Hi Folks:
I am back at it again. Has anyone drawn a soccer ball using opengl?
If so, can you offer some help?
Thanks
"truncated icosahedron concentric with the sphere"
a little 3d trig should do you nicely. Then split each pentagon into 5 triangles. Then render with or without textures.
EDIT - bump
Note, you can start with a 2D pentagon, and extrapolate that to 3D.
Checking in!
I have the white sphere. Now trying to add the pentagons.
Having some trouble, but will keep trying.
Another very easy way would be to just use a premade 3D model. Of course that takes out all the fun 
https://en.wikipedia.org/wiki/Truncated_icosahedron
The coordinates are given by the permutations of :
Cartesian coordinates for the vertices of a truncated icosahedron centered at the origin are all even permutations of:
(0, ±1, ±3φ)
(±1, ±(2 + φ), ±2φ)
(±φ, ±2, ±φ3)
where φ = 1 + √5/2 is the golden mean. The circumradius is √9φ + 10 ≈ 4.956 and the edges have length 2.[1]
EDIT
A truncated icosahedron is made of pentagons AND hexagons. Sorry, read that wrong.
EDIT2
You could do a d20 or d100, those are both regular.
Yeah, I have seen that. My problem is there is so many numbers involved
I always lose track where I am. I have to take it in very small bites.
It will take time to do this one!
I am doing this with a list using allegro5 and opengl which takes a lot of time.

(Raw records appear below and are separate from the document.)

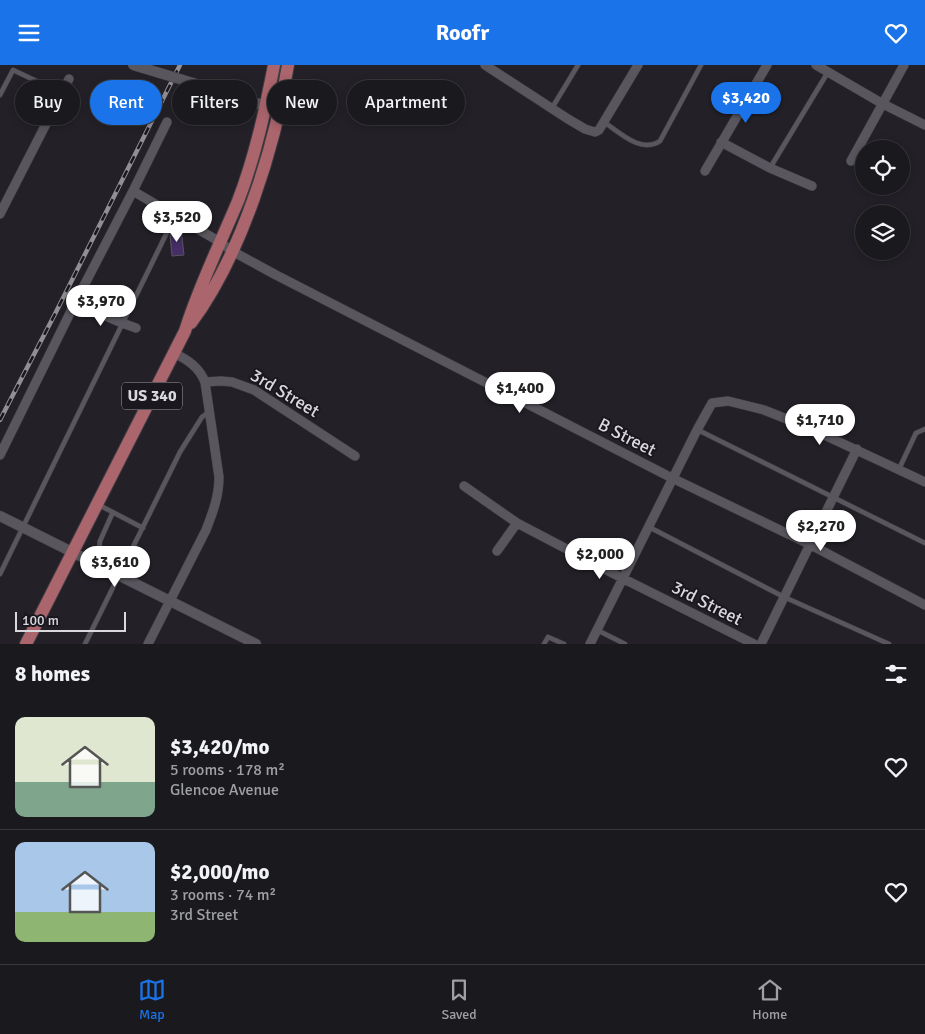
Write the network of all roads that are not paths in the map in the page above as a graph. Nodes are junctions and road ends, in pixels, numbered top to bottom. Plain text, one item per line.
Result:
1 (133, 65) edge
2 (274, 65) edge
3 (288, 65) edge
4 (485, 65) edge
5 (578, 65) edge
6 (638, 65) edge
7 (701, 65) edge
8 (767, 65) edge
9 (816, 65) edge
10 (904, 65) edge
11 (828, 72) junction
12 (34, 80) edge
13 (285, 80) edge
14 (0, 95) edge
15 (883, 104) junction
16 (266, 107) junction
17 (552, 108) junction
18 (167, 122) dead end
19 (604, 122) junction
20 (46, 125) edge
21 (275, 125) edge
22 (925, 125) edge
23 (721, 142) junction
24 (851, 161) dead end
25 (770, 167) junction
26 (705, 171) dead end
27 (812, 185) dead end
28 (133, 191) junction
29 (0, 214) edge
30 (175, 216) junction
31 (220, 242) junction
32 (232, 251) junction
33 (75, 303) junction
34 (122, 323) junction
35 (136, 328) dead end
36 (185, 331) junction
37 (174, 353) junction
38 (205, 382) junction
39 (209, 412) junction
40 (925, 429) edge
41 (697, 430) junction
42 (857, 449) junction
43 (0, 455) edge
44 (355, 456) dead end
45 (899, 469) junction
46 (672, 478) junction
47 (925, 482) edge
48 (464, 486) dead end
49 (834, 496) junction
50 (98, 504) junction
51 (114, 512) junction
52 (0, 516) edge
53 (517, 523) junction
54 (23, 527) junction
55 (648, 527) junction
56 (143, 528) junction
57 (925, 543) edge
58 (811, 545) junction
59 (72, 551) junction
60 (497, 551) dead end
61 (101, 566) junction
62 (0, 574) edge
63 (120, 576) junction
64 (622, 578) junction
65 (784, 597) junction
66 (170, 601) junction
67 (925, 605) edge
68 (597, 630) junction
69 (26, 644) edge
70 (86, 644) edge
71 (148, 644) edge
72 (256, 644) edge
73 (544, 644) edge
74 (564, 644) edge
75 (590, 644) edge
76 (626, 644) edge
77 (754, 644) edge
78 (761, 644) edge
79 (889, 644) edge

1 - 16 street, bridge
2 - 16 main road, US 340
3 - 13 main road, US 340
4 - 17 street
5 - 17 lane
6 - 19 street
7 - 19 lane
8 - 23 street
9 - 11 street
10 - 15 street
11 - 15 street
11 - 25 lane
12 - 14 lane
15 - 22 street
15 - 24 street
16 - 31 main road, US 340
17 - 19 street
18 - 28 street
20 - 29 street
21 - 32 main road, US 340
23 - 25 street
23 - 26 street
25 - 27 street
28 - 30 street, B Street
28 - 33 street
30 - 31 street, B Street
30 - 34 lane
31 - 32 street, B Street
31 - 36 main road, US 340
32 - 36 main road, US 340
32 - 46 street, B Street
33 - 34 street
33 - 43 street
34 - 35 street
34 - 54 lane
36 - 37 main road, US 340
37 - 38 street
37 - 50 main road, US 340
38 - 39 street
38 - 44 street, 3rd Street
39 - 56 lane
39 - 66 street
40 - 45 lane
41 - 42 street
41 - 46 street
41 - 49 lane
42 - 45 street
42 - 49 street
45 - 47 street
46 - 55 street
46 - 58 street, B Street
48 - 53 street, 3rd Street
49 - 57 lane
49 - 58 street
50 - 51 lane
50 - 59 main road, US 340
51 - 56 lane
51 - 61 lane
52 - 54 street
53 - 60 street
53 - 64 street, 3rd Street
54 - 59 street
54 - 62 lane
55 - 64 street
55 - 65 lane
56 - 63 lane
58 - 65 street
58 - 67 street, B Street
59 - 61 street
59 - 69 main road, US 340
61 - 63 street
63 - 66 street
63 - 70 lane
64 - 68 street
64 - 77 street, 3rd Street
65 - 78 street
65 - 79 lane
66 - 71 street
66 - 72 street
68 - 75 street
68 - 76 lane
73 - 74 lane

I should have used an array, but too far into it now to start over. Maybe when I
get all the coordinates I will plug them into the three arrays and see what happens.
Very confusing project. I work awhile and have to stop. Come back later and do some more. I have started over many times. I have the sphere completed. It works fine.
I tried applying a texture, but could not find one that would look right.
When you map your sphere texture onto the sphere, it needs to be made of pentagons and hexagons like your polygonal faces.
I once created a polyhedron out of an icosahedron. Let's say each vertex of an icosahedron is on the surface of the final sphere. Divide each triangle of the icosahedron into four. You get a new vertex on each middle point of each edge, that is each pair of vertices. Push these new vertices out until they reach the radius of your sphere. Now you have a polyhedron with 80 triangles. Note that they aren't regular anymore. Now you can continue to divide each of the 80 triangles into four by following the same principle. Find middle point of each pair of vertices. Push this middle point to the radius of the sphere. You get 320 triangles, then 1280, then 5120 and so on. How many do you need? You will always have 20 equilateral triangles left. All the other triangles are a bit twisted. The most twisted ones will have angles 72°, 54° and 54°.
The advantage of the truncated icosahedron is only in the real world. It is a neat way of making a football. And it has become an icon of a football, and that's probably why it is used in computer graphics, too. But really, an icosahedron is probably a much easier geometrical struct to begin with, if you are going to divide the faces into smaller triangles anyway.